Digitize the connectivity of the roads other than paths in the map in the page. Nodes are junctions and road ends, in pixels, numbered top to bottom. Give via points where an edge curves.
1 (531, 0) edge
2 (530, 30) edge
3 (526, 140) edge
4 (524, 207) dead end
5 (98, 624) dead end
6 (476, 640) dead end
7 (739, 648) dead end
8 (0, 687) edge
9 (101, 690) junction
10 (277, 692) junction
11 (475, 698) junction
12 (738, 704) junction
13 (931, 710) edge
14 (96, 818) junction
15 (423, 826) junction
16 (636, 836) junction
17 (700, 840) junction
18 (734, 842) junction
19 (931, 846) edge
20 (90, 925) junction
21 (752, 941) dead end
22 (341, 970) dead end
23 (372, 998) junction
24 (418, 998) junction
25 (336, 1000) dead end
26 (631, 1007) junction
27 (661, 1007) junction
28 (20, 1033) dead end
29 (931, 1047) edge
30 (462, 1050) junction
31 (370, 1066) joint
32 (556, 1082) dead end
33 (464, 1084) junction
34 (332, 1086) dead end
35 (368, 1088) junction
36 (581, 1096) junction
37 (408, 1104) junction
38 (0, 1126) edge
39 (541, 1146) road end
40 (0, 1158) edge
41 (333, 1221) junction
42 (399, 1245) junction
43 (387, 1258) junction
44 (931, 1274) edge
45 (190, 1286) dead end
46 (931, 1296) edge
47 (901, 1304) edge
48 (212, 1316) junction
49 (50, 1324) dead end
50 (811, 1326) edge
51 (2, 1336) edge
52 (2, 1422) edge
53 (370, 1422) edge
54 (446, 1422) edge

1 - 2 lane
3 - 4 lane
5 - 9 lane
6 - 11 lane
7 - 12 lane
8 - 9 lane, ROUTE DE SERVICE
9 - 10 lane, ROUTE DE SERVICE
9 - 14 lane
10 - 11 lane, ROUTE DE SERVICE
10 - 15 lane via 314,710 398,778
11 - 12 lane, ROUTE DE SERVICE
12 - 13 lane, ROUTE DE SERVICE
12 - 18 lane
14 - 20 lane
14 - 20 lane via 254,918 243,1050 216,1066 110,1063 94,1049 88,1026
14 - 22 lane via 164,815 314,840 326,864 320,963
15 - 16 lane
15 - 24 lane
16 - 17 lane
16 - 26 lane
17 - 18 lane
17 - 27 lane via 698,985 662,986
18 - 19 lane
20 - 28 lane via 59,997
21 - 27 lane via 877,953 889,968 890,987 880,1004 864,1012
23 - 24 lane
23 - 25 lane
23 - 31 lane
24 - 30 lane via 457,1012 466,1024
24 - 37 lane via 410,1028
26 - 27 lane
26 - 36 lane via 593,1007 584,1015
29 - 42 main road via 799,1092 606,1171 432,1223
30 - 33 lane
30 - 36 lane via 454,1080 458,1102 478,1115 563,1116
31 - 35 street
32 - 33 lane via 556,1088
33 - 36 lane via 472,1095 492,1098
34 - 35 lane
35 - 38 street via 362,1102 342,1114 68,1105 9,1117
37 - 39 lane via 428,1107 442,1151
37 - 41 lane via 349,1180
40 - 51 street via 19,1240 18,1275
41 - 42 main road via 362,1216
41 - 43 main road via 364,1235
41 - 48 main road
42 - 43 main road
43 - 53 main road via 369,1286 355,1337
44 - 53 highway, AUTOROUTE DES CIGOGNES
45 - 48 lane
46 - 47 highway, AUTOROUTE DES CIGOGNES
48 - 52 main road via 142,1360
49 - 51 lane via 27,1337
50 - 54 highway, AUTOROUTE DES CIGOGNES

....................

=== Assigned task ===
Keeping every line exactly as it is, copy all the records.

=== Result of the task ===
Digitize the connectivity of the roads other than paths in the map in the page. Nodes are junctions and road ends, in pixels, numbered top to bottom. Give via points where an edge curves.
1 (531, 0) edge
2 (530, 30) edge
3 (526, 140) edge
4 (524, 207) dead end
5 (98, 624) dead end
6 (476, 640) dead end
7 (739, 648) dead end
8 (0, 687) edge
9 (101, 690) junction
10 (277, 692) junction
11 (475, 698) junction
12 (738, 704) junction
13 (931, 710) edge
14 (96, 818) junction
15 (423, 826) junction
16 (636, 836) junction
17 (700, 840) junction
18 (734, 842) junction
19 (931, 846) edge
20 (90, 925) junction
21 (752, 941) dead end
22 (341, 970) dead end
23 (372, 998) junction
24 (418, 998) junction
25 (336, 1000) dead end
26 (631, 1007) junction
27 (661, 1007) junction
28 (20, 1033) dead end
29 (931, 1047) edge
30 (462, 1050) junction
31 (370, 1066) joint
32 (556, 1082) dead end
33 (464, 1084) junction
34 (332, 1086) dead end
35 (368, 1088) junction
36 (581, 1096) junction
37 (408, 1104) junction
38 (0, 1126) edge
39 (541, 1146) road end
40 (0, 1158) edge
41 (333, 1221) junction
42 (399, 1245) junction
43 (387, 1258) junction
44 (931, 1274) edge
45 (190, 1286) dead end
46 (931, 1296) edge
47 (901, 1304) edge
48 (212, 1316) junction
49 (50, 1324) dead end
50 (811, 1326) edge
51 (2, 1336) edge
52 (2, 1422) edge
53 (370, 1422) edge
54 (446, 1422) edge

1 - 2 lane
3 - 4 lane
5 - 9 lane
6 - 11 lane
7 - 12 lane
8 - 9 lane, ROUTE DE SERVICE
9 - 10 lane, ROUTE DE SERVICE
9 - 14 lane
10 - 11 lane, ROUTE DE SERVICE
10 - 15 lane via 314,710 398,778
11 - 12 lane, ROUTE DE SERVICE
12 - 13 lane, ROUTE DE SERVICE
12 - 18 lane
14 - 20 lane
14 - 20 lane via 254,918 243,1050 216,1066 110,1063 94,1049 88,1026
14 - 22 lane via 164,815 314,840 326,864 320,963
15 - 16 lane
15 - 24 lane
16 - 17 lane
16 - 26 lane
17 - 18 lane
17 - 27 lane via 698,985 662,986
18 - 19 lane
20 - 28 lane via 59,997
21 - 27 lane via 877,953 889,968 890,987 880,1004 864,1012
23 - 24 lane
23 - 25 lane
23 - 31 lane
24 - 30 lane via 457,1012 466,1024
24 - 37 lane via 410,1028
26 - 27 lane
26 - 36 lane via 593,1007 584,1015
29 - 42 main road via 799,1092 606,1171 432,1223
30 - 33 lane
30 - 36 lane via 454,1080 458,1102 478,1115 563,1116
31 - 35 street
32 - 33 lane via 556,1088
33 - 36 lane via 472,1095 492,1098
34 - 35 lane
35 - 38 street via 362,1102 342,1114 68,1105 9,1117
37 - 39 lane via 428,1107 442,1151
37 - 41 lane via 349,1180
40 - 51 street via 19,1240 18,1275
41 - 42 main road via 362,1216
41 - 43 main road via 364,1235
41 - 48 main road
42 - 43 main road
43 - 53 main road via 369,1286 355,1337
44 - 53 highway, AUTOROUTE DES CIGOGNES
45 - 48 lane
46 - 47 highway, AUTOROUTE DES CIGOGNES
48 - 52 main road via 142,1360
49 - 51 lane via 27,1337
50 - 54 highway, AUTOROUTE DES CIGOGNES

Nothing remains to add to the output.